There's one incredible shot midway through Age of Extinction that drives this point home. Kelsey Grammer (yep), the bad guy in the movie, is laying out his nefarious plans with Stanley Tucci, the slightly less bad guy who still has a chance to redeem himself. They have harnessed something that makes the Transformers tick, and are using it to build a massive army for the United States. As Grammer monologues about securing American exceptionalism for another historical era with giant killer robots, the camera slides through different parts of the massive facilities producing the things.
A brief, passing moment: one that shows a row of utterly generic-looking Transformers behind carted off to another part of the facility with a ceiling hanger. It looks so convincing that you almost don't realise at first that this could easily be a picture taken inside a toy factory making the real-life action figures.
That's what's so funny and oddly subversive about these movies. Despite what all the characters say and even show about robots being cold, inert machines primarily meant to save humanity, these are the characters that Bay has actually kept sacred in his own way. The human part of this cast, meanwhile, is unrecognizable from the one seen in Michael Bay's first Transformers, released back in 2007.
Human actors -- they're the ones who are truly replaceable. Replaceable to the point where characters change or straight up vanish. And once they're gone, nobody even mentions them again. Because why would they? They're too busy searching for Optimus Prime with the rest of the cast. Well, what's left of the cast.

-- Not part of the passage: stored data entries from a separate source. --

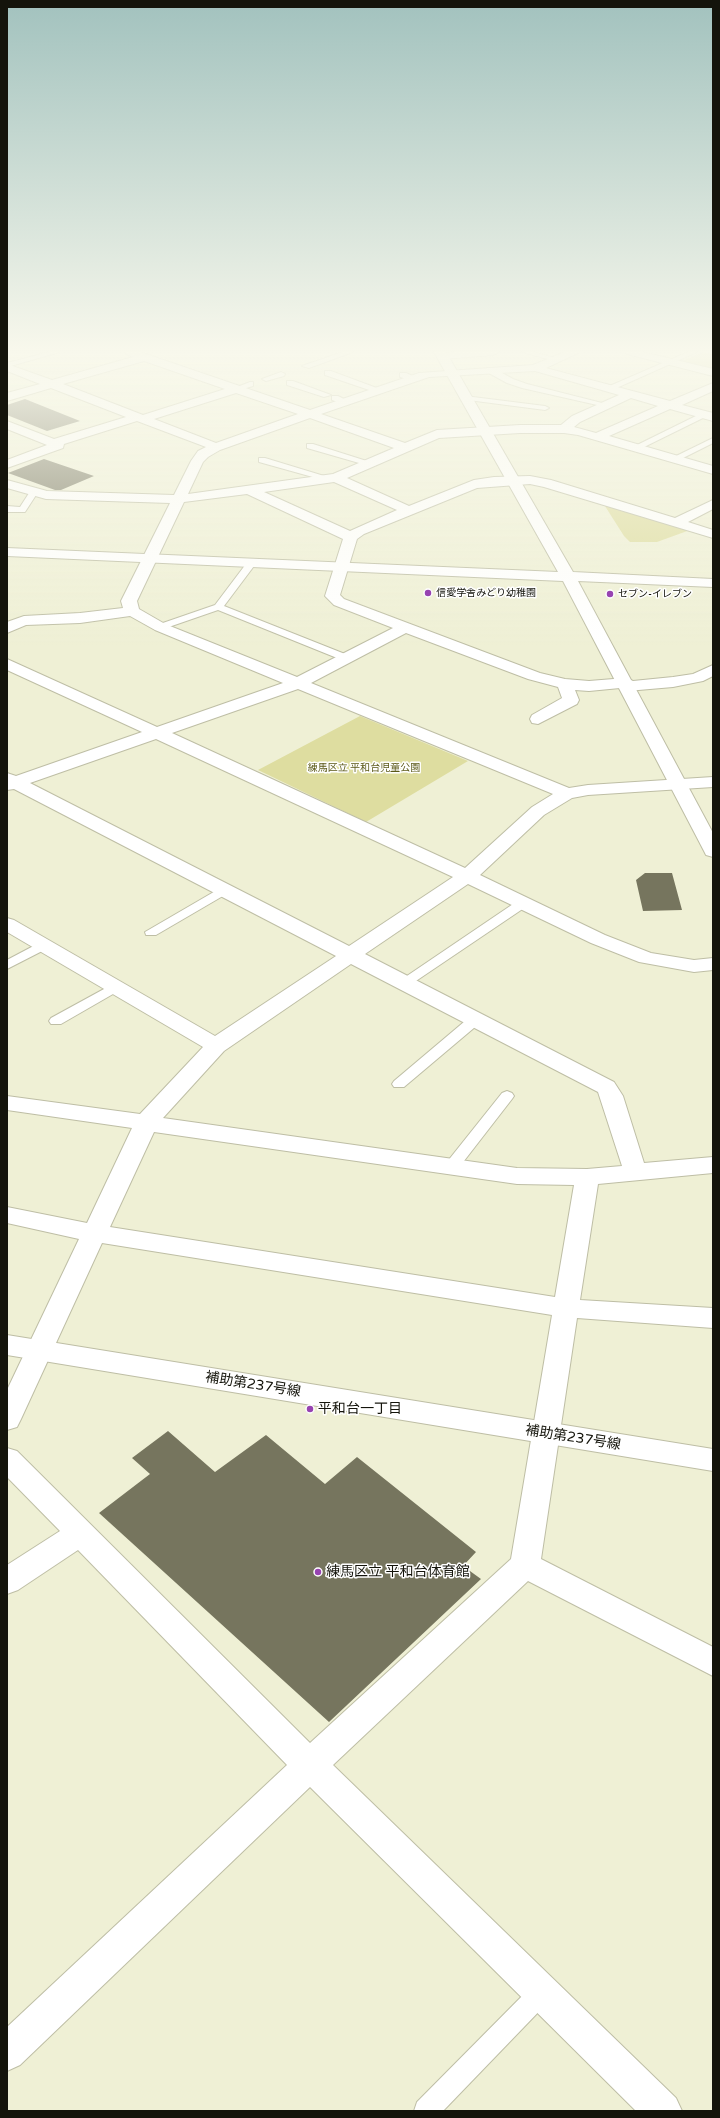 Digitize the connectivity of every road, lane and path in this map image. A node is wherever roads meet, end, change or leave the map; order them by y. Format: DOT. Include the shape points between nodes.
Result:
graph roads {
  1 [pos="42,451"];
  2 [pos="209,451"];
  3 [pos="327,451"];
  4 [pos="396,451"];
  5 [pos="497,451"];
  6 [pos="645,451"];
  7 [pos="691,451"];
  8 [pos="674,459"];
  9 [pos="262,460"];
  10 [pos="370,463"];
  11 [pos="7,464"];
  12 [pos="712,469"];
  13 [pos="333,478"];
  14 [pos="514,481"];
  15 [pos="7,484"];
  16 [pos="250,490"];
  17 [pos="34,492"];
  18 [pos="179,499"];
  19 [pos="713,504"];
  20 [pos="7,509"];
  21 [pos="410,511"];
  22 [pos="676,523"];
  23 [pos="713,534"];
  24 [pos="351,537"];
  25 [pos="7,552"];
  26 [pos="150,558"];
  27 [pos="252,562"];
  28 [pos="343,567"];
  29 [pos="568,577"];
  30 [pos="713,583"];
  31 [pos="218,607"];
  32 [pos="132,611"];
  33 [pos="160,627"];
  34 [pos="406,627"];
  35 [pos="7,628"];
  36 [pos="346,658"];
  37 [pos="7,664"];
  38 [pos="713,670"];
  39 [pos="297,684"];
  40 [pos="564,684"];
  41 [pos="626,685"];
  42 [pos="538,719"];
  43 [pos="156,734"];
  44 [pos="10,782"];
  45 [pos="713,782"];
  46 [pos="679,785"];
  47 [pos="566,794"];
  48 [pos="713,851"];
  49 [pos="467,876"];
  50 [pos="224,890"];
  51 [pos="523,903"];
  52 [pos="7,924"];
  53 [pos="151,932"];
  54 [pos="43,945"];
  55 [pos="349,955"];
  56 [pos="713,964"];
  57 [pos="7,965"];
  58 [pos="405,982"];
  59 [pos="115,987"];
  60 [pos="476,1019"];
  61 [pos="56,1021"];
  62 [pos="216,1046"];
  63 [pos="400,1084"];
  64 [pos="507,1096"];
  65 [pos="7,1103"];
  66 [pos="147,1121"];
  67 [pos="713,1165"];
  68 [pos="452,1166"];
  69 [pos="635,1171"];
  70 [pos="587,1177"];
  71 [pos="7,1215"];
  72 [pos="93,1233"];
  73 [pos="565,1308"];
  74 [pos="713,1318"];
  75 [pos="7,1345"];
  76 [pos="39,1350"];
  77 [pos="7,1419"];
  78 [pos="546,1434"];
  79 [pos="7,1460"];
  80 [pos="713,1460"];
  81 [pos="80,1533"];
  82 [pos="525,1565"];
  83 [pos="7,1581"];
  84 [pos="713,1662"];
  85 [pos="310,1765"];
  86 [pos="542,1992"];
  87 [pos="7,2052"];
  88 [pos="426,2111"];
  89 [pos="663,2111"];
  1 -- 11 [label="street"];
  2 -- 18 [label="street" via="197,461"];
  3 -- 10 [label="lane"];
  4 -- 10 [label="street"];
  5 -- 14 [label="street"];
  6 -- 8 [label="street"];
  7 -- 8 [label="lane"];
  8 -- 12 [label="street"];
  9 -- 13 [label="lane"];
  10 -- 13 [label="street"];
  13 -- 16 [label="street"];
  13 -- 21 [label="street"];
  14 -- 21 [label="street" via="474,484"];
  14 -- 22 [label="street" via="546,482"];
  14 -- 29 [label="street"];
  15 -- 17 [label="street"];
  16 -- 18 [label="street"];
  16 -- 24 [label="street"];
  17 -- 18 [label="street" via="62,496"];
  17 -- 20 [label="lane" via="22,510"];
  18 -- 26 [label="street"];
  19 -- 22 [label="street"];
  21 -- 24 [label="street" via="359,531"];
  22 -- 23 [label="street"];
  24 -- 28 [label="street"];
  25 -- 26 [label="street"];
  26 -- 27 [label="street"];
  26 -- 32 [label="street" via="129,601"];
  27 -- 28 [label="street"];
  27 -- 31 [label="lane"];
  28 -- 29 [label="street"];
  28 -- 34 [label="street" via="332,596 339,602"];
  29 -- 30 [label="street"];
  29 -- 41 [label="street"];
  31 -- 33 [label="lane"];
  31 -- 36 [label="lane"];
  32 -- 33 [label="street"];
  32 -- 35 [label="street" via="80,618 24,621"];
  33 -- 39 [label="street"];
  34 -- 36 [label="street"];
  34 -- 40 [label="street" via="534,676"];
  36 -- 39 [label="street"];
  37 -- 43 [label="street"];
  38 -- 41 [label="street" via="697,678"];
  39 -- 43 [label="street"];
  39 -- 47 [label="street"];
  40 -- 41 [label="street"];
  40 -- 42 [label="street" via="570,700"];
  41 -- 46 [label="street"];
  43 -- 44 [label="street"];
  43 -- 49 [label="street"];
  44 -- 50 [label="street"];
  45 -- 46 [label="street"];
  46 -- 47 [label="street" via="588,790"];
  46 -- 48 [label="street"];
  47 -- 49 [label="street" via="538,811"];
  49 -- 51 [label="street"];
  49 -- 55 [label="street"];
  50 -- 53 [label="lane"];
  50 -- 55 [label="street"];
  51 -- 56 [label="street" via="598,939 646,958 694,966"];
  51 -- 58 [label="lane"];
  52 -- 54 [label="street"];
  54 -- 57 [label="lane"];
  54 -- 59 [label="street"];
  55 -- 58 [label="street"];
  55 -- 62 [label="street"];
  58 -- 60 [label="street"];
  59 -- 61 [label="lane"];
  59 -- 62 [label="street"];
  60 -- 63 [label="lane"];
  60 -- 69 [label="street" via="606,1087 612,1096"];
  62 -- 66 [label="street"];
  64 -- 68 [label="lane"];
  65 -- 66 [label="street"];
  66 -- 68 [label="street"];
  66 -- 72 [label="street"];
  67 -- 69 [label="street"];
  68 -- 70 [label="street" via="517,1176"];
  69 -- 70 [label="street"];
  70 -- 73 [label="street"];
  71 -- 72 [label="street"];
  72 -- 73 [label="street"];
  72 -- 76 [label="street"];
  73 -- 74 [label="street"];
  73 -- 78 [label="street"];
  75 -- 76 [label="street, 補助第237号線"];
  76 -- 77 [label="street"];
  76 -- 78 [label="street, 補助第237号線"];
  78 -- 80 [label="street, 補助第237号線"];
  78 -- 82 [label="street"];
  79 -- 81 [label="street"];
  81 -- 83 [label="street"];
  81 -- 85 [label="street"];
  82 -- 84 [label="street"];
  82 -- 85 [label="street"];
  85 -- 86 [label="street"];
  85 -- 87 [label="street"];
  86 -- 88 [label="lane"];
  86 -- 89 [label="street"];
}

That is who's essential, irreplaceable in this movie. I guess it's a heavy handed irony: that the robots in this fiction are far more human than the actual humans. But Bay knows you're watching this movie just to see the next supremely badass way that Optimus prime executes the final villain while muttering some nonsense about honour and falling or standing up in one direction or another. We're hungry for yet another money shot, and he knows just how to tease us along until the final face-rending climax.
I want to say more, but I actually, truly, sincerely, do not want to spoil anything. This thing might be an inchoate roller-coaster ride of a movie. But it's one of the best-looking ones I've ever seen. Even Michael Bay had limitations when he started making Transformers. Do you think anyone tells Michael Bay he can't afford something -- at least when he's working on Transformers and not Pain and Gain? This is a master at work, using his favourite tools.
I don't really know how to review the new Transformers, because I'm not sure what discussion there is to be had about it yet. People have already made up their minds. Way, way too many people. Even the smart ones!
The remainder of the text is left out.